WHAT YOU ARE ASKED TO DO ->
Extract every line below that contains the word "JSON".

Saved entries:
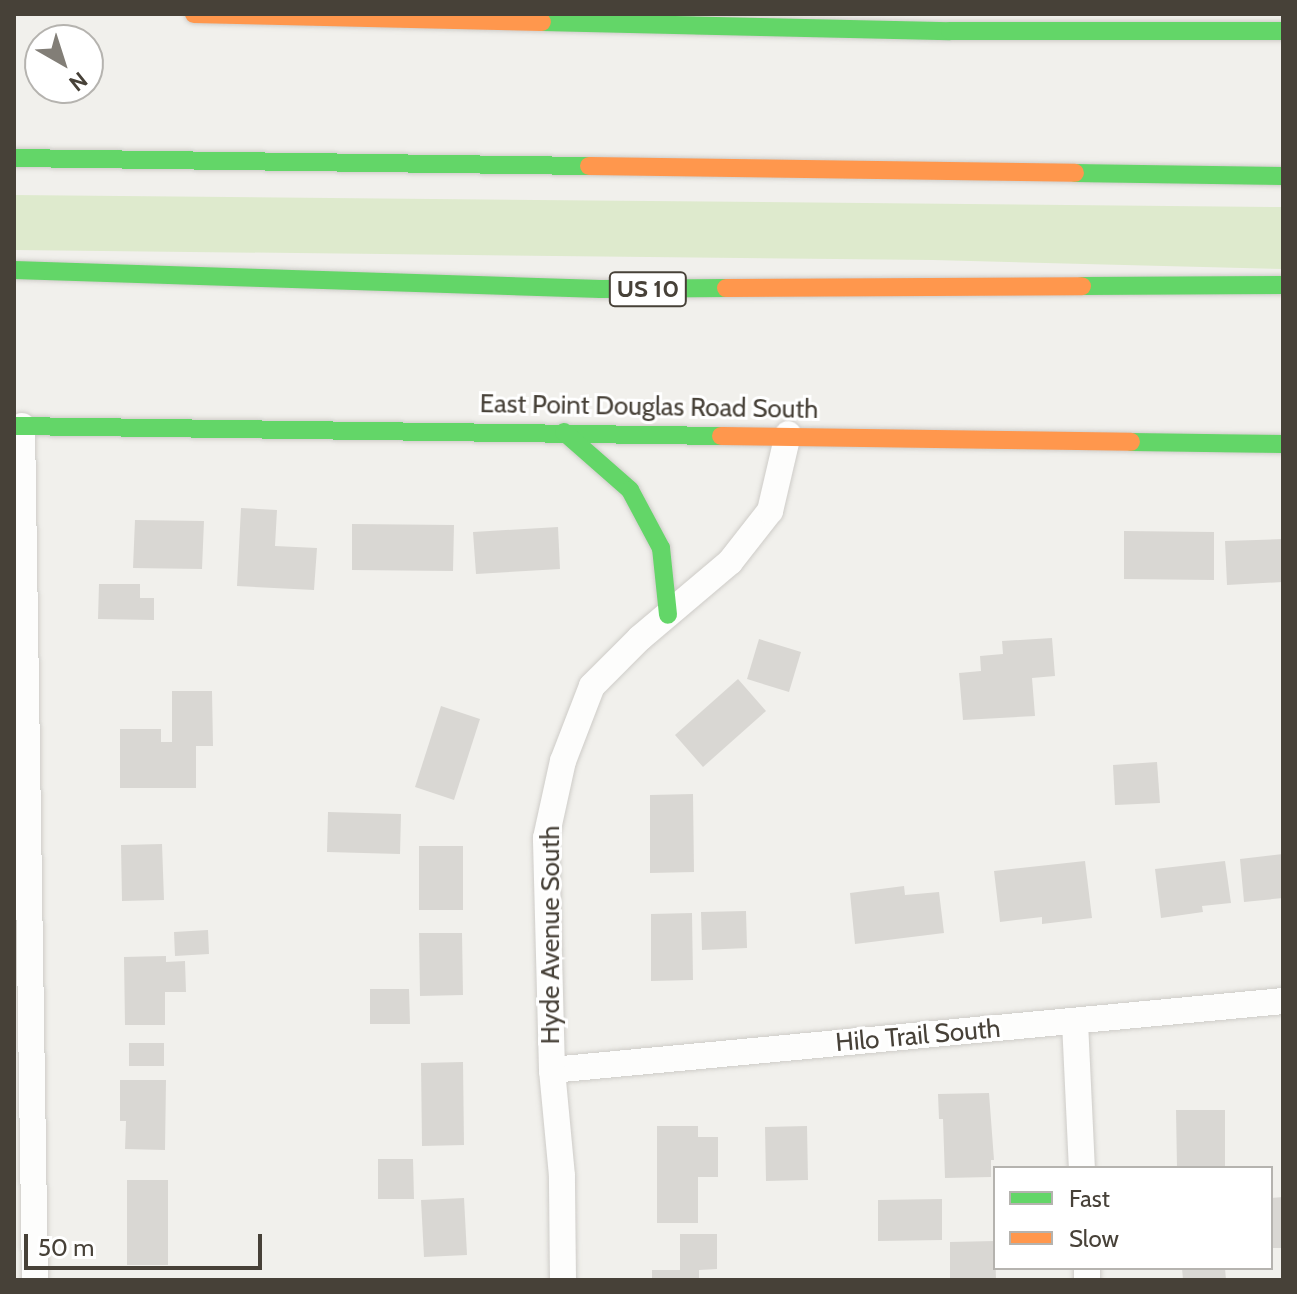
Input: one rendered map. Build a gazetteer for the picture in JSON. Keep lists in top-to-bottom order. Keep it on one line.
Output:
{"streets":{"main road":["US 10","East Point Douglas Road South"],"street":["Hyde Avenue South","Hilo Trail South"]},"crossings":[["East Point Douglas Road South","Hyde Avenue South"],["Hyde Avenue South","Hilo Trail South"]],"legend":["Fast","Slow"],"scale_bar":"50 m","north":"bottom right"}
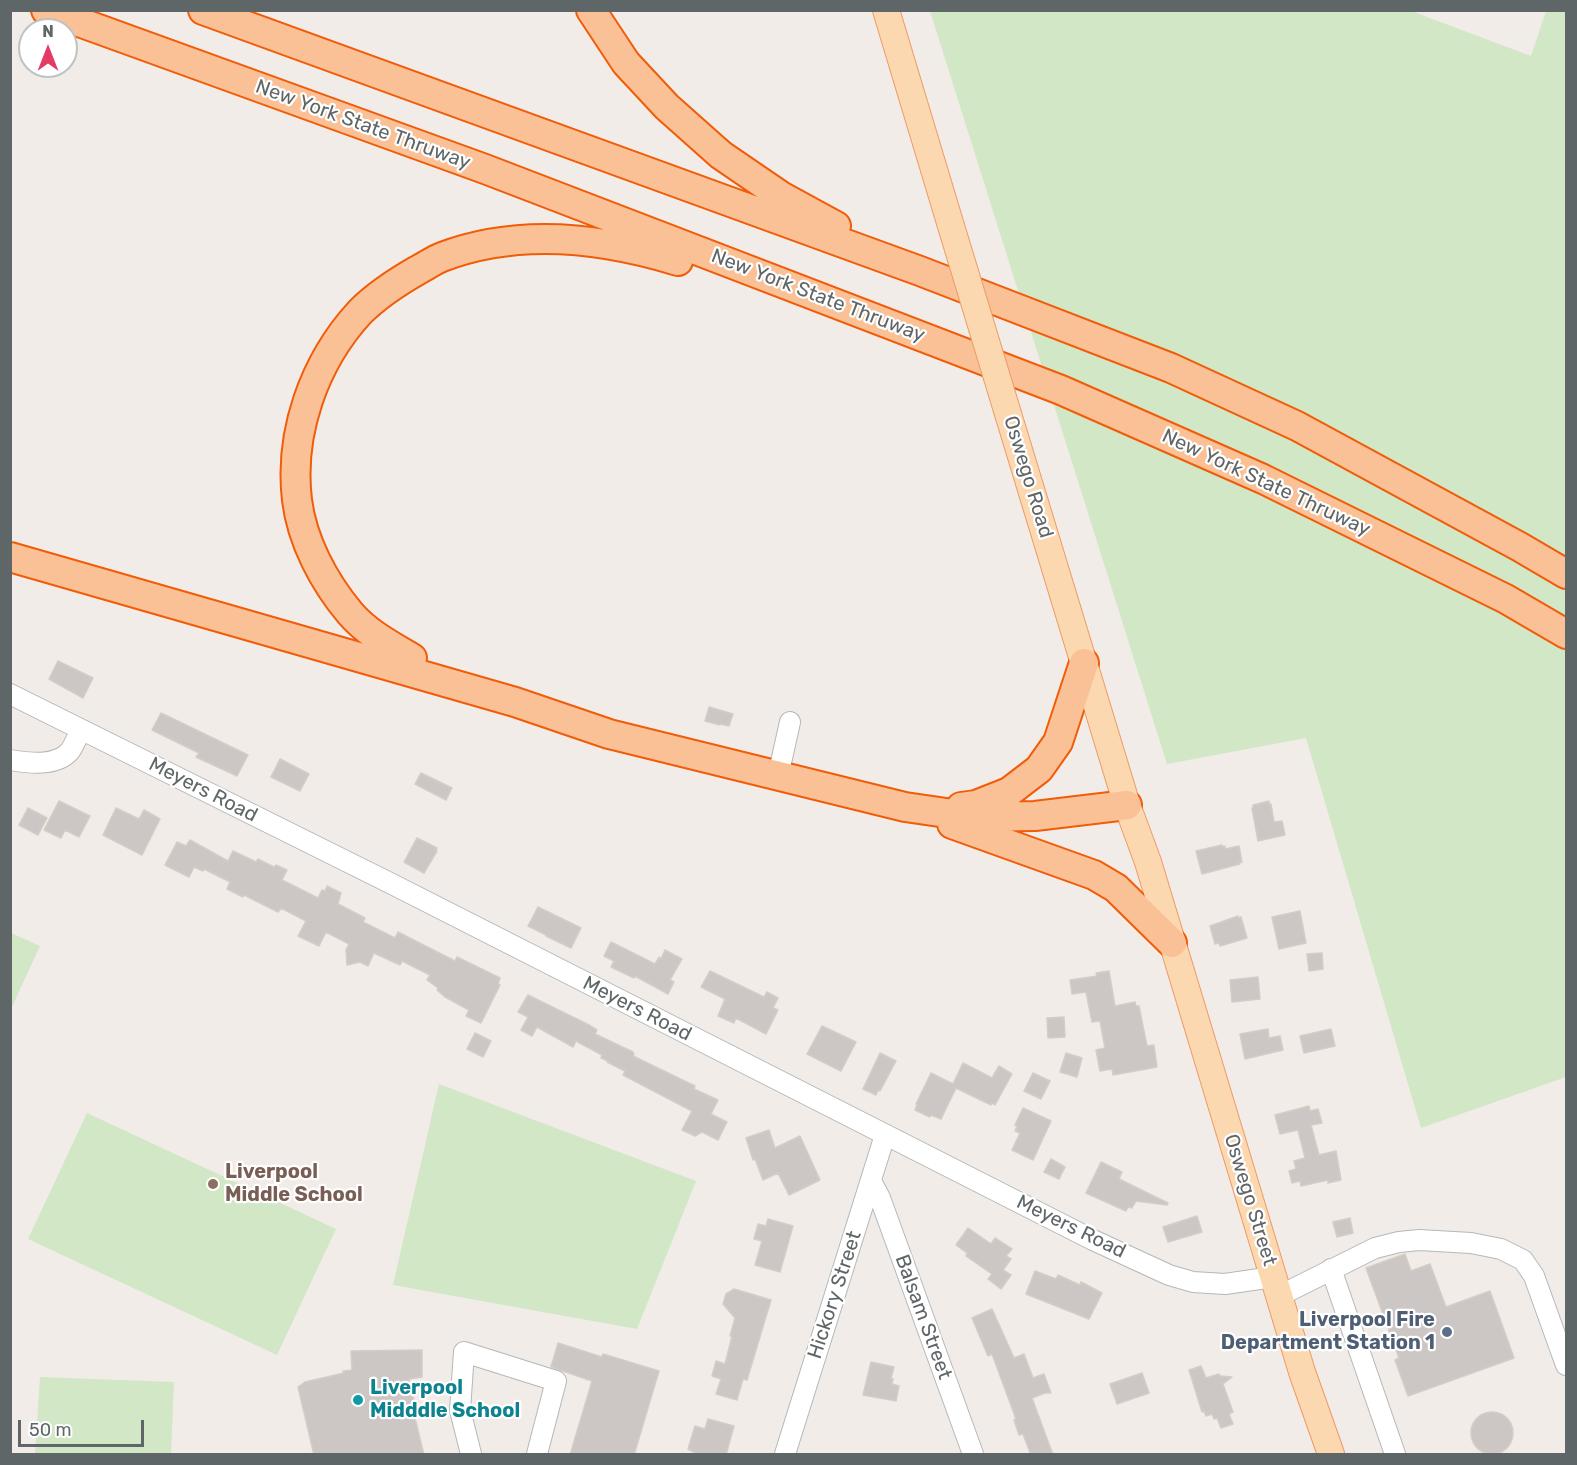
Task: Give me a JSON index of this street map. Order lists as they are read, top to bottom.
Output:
{
  "streets": {
    "highway": ["New York State Thruway"],
    "main road": ["Oswego Road", "Oswego Street"],
    "street": ["Meyers Road", "Hickory Street", "Balsam Street"]
  },
  "crossings": [
    ["Oswego Road", "Oswego Street"],
    ["Meyers Road", "Oswego Street"],
    ["Meyers Road", "Hickory Street"],
    ["Hickory Street", "Balsam Street"]
  ],
  "places": ["Liverpool Middle School", "Liverpool Fire Department Station 1", "Liverpool Midddle School"],
  "scale_bar": "50 m",
  "north": "top"
}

EXERCISE ANSWER ->
Input: one rendered map. Build a gazetteer for the picture in JSON. Keep lists in top-to-bottom order. Keep it on one line.
Task: Give me a JSON index of this street map. Order lists as they are read, top to bottom.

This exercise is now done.